How to complete this task: Copy out exactly the lines below that run from the one holding "pinky pip: (975, 920)" to the one holding "thumb tip: (1152, 889)", keeping both of those lines and no others.

(Stored data)
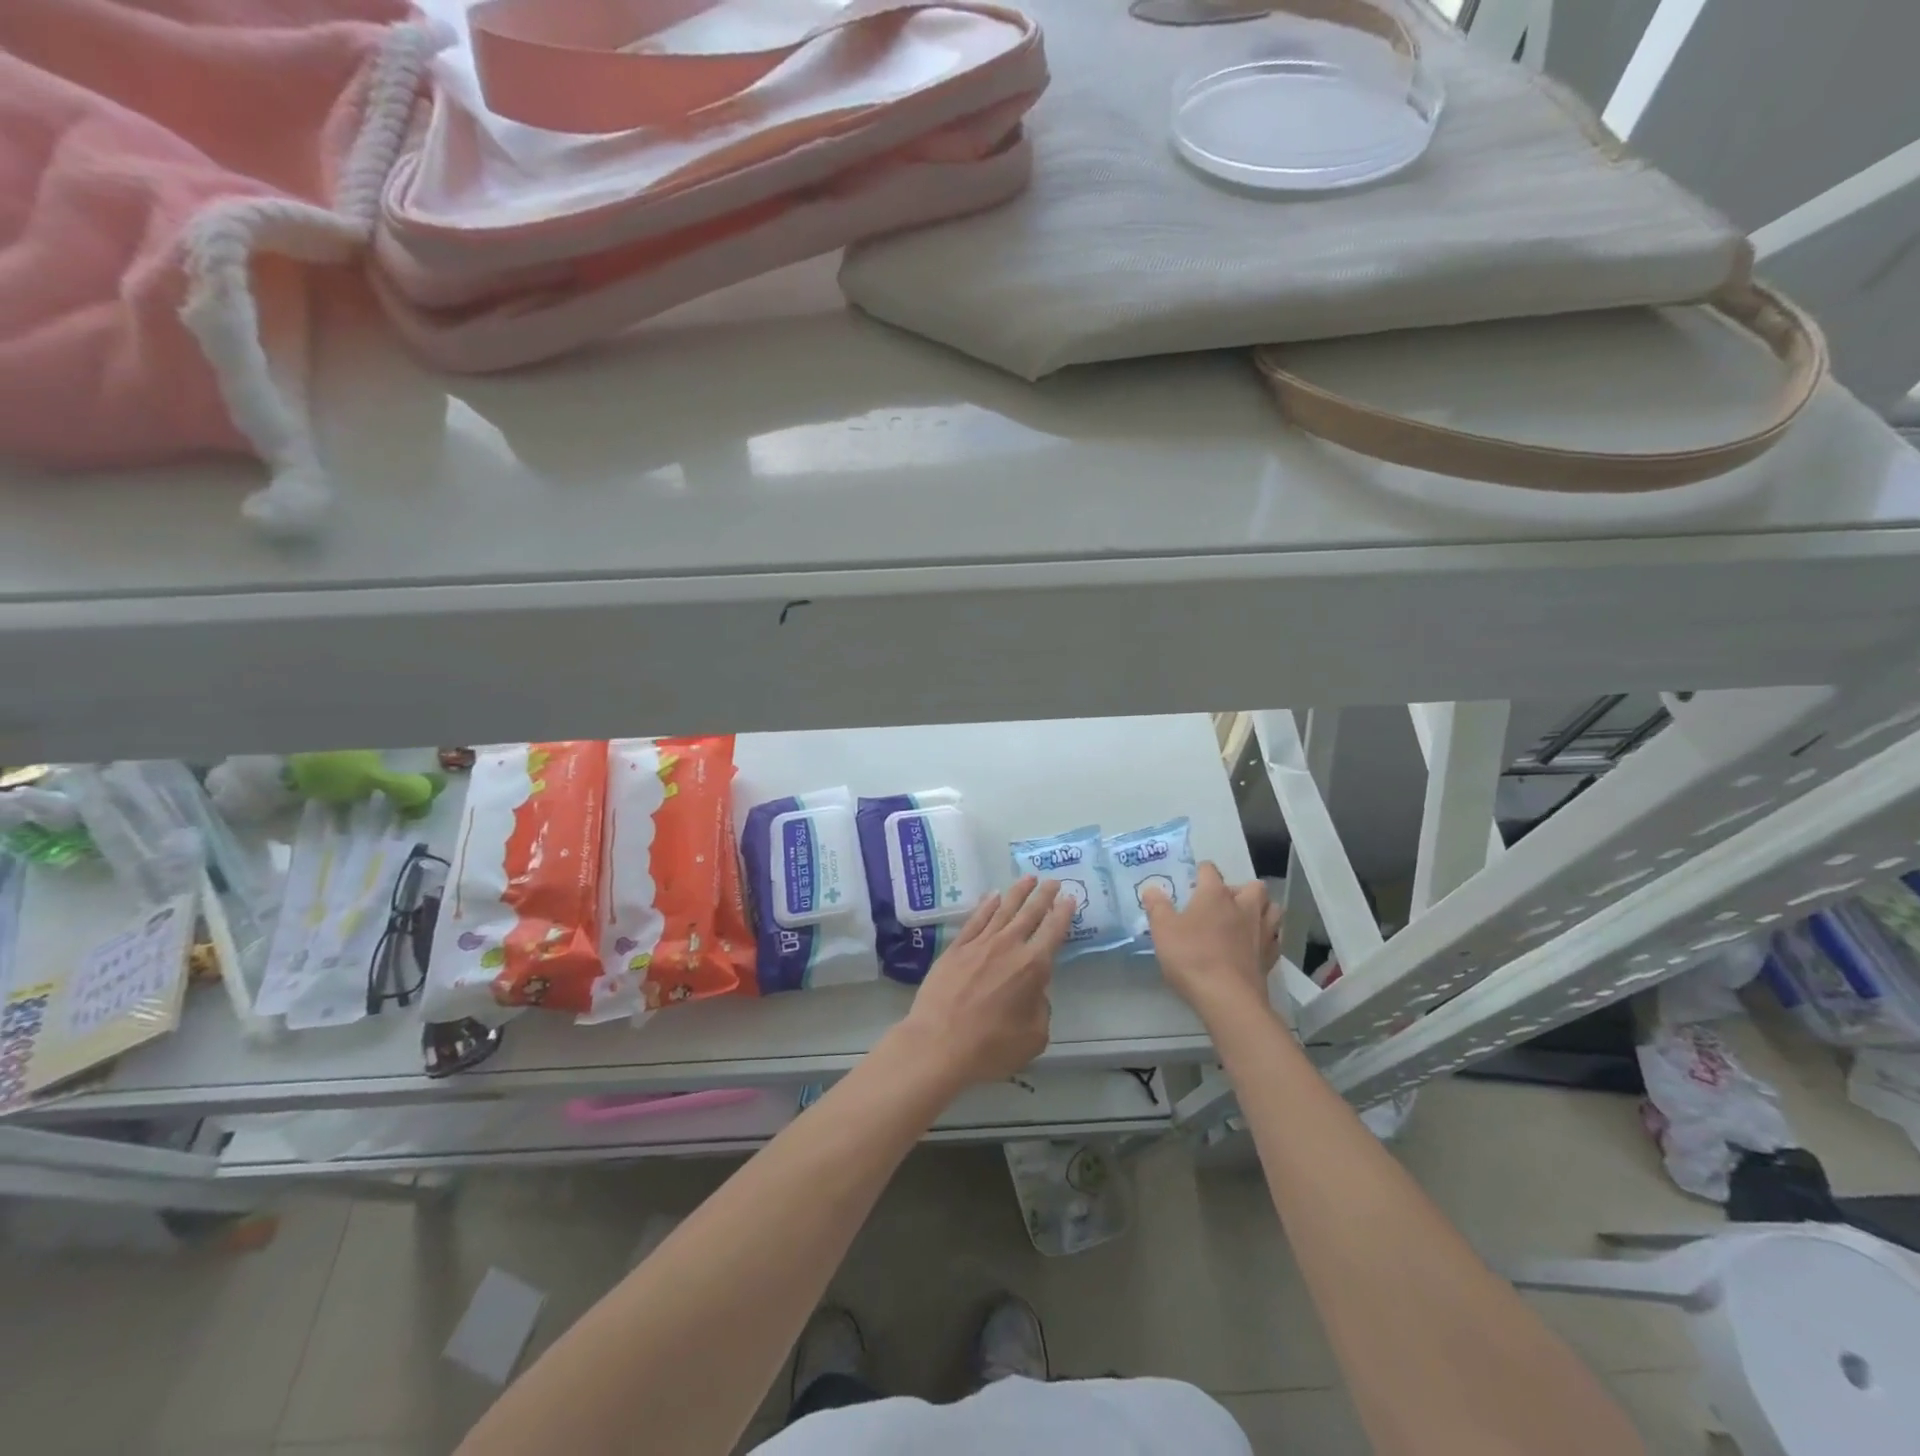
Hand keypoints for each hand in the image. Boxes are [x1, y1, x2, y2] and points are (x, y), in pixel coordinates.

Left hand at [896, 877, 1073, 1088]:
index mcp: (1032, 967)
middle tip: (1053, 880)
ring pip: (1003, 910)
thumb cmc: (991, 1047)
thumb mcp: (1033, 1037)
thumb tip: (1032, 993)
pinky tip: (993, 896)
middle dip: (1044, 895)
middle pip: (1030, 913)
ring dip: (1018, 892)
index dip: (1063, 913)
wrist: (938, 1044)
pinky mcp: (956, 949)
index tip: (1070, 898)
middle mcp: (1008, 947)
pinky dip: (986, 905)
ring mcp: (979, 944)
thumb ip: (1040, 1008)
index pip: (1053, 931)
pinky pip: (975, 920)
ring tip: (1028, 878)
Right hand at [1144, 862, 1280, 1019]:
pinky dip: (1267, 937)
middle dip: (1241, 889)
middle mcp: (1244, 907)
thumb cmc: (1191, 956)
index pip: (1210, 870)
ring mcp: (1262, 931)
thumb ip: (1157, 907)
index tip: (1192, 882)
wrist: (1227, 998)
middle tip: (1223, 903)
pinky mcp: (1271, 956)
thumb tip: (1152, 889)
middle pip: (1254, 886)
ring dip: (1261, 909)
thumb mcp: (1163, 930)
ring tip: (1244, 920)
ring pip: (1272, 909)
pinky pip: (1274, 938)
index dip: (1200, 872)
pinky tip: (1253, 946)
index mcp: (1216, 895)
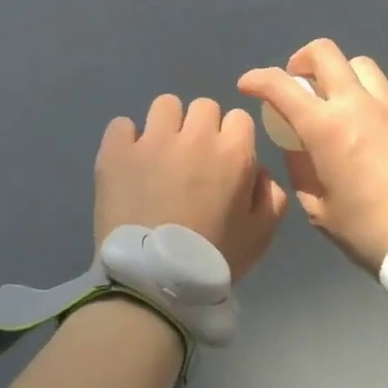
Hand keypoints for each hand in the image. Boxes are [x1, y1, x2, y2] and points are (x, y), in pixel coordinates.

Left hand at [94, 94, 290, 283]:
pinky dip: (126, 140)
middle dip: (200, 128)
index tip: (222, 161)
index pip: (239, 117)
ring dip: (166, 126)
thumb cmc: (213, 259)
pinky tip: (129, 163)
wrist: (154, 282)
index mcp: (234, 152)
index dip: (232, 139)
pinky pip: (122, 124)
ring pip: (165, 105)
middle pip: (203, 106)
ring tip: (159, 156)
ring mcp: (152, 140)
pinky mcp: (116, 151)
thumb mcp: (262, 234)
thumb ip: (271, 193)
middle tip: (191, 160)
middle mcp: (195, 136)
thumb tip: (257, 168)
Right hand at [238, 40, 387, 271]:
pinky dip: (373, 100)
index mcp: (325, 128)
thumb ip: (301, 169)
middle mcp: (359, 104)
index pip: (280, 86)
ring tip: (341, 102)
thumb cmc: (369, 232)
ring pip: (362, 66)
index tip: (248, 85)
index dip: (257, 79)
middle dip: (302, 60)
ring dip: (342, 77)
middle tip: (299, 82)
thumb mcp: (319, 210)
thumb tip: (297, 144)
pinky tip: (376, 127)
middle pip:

Your solution:
pinky pip: (975, 920)
ring tip: (1028, 878)
Right hand at [1144, 862, 1280, 1019]:
pinky dip: (1267, 937)
middle dip: (1241, 889)
middle mcp: (1244, 907)
thumb cmc: (1191, 956)
index pip: (1210, 870)
ring mcp: (1262, 931)
thumb ip: (1157, 907)
index tip: (1192, 882)
wrist: (1227, 998)
middle tip: (1223, 903)
pinky mcp: (1271, 956)
thumb tip: (1152, 889)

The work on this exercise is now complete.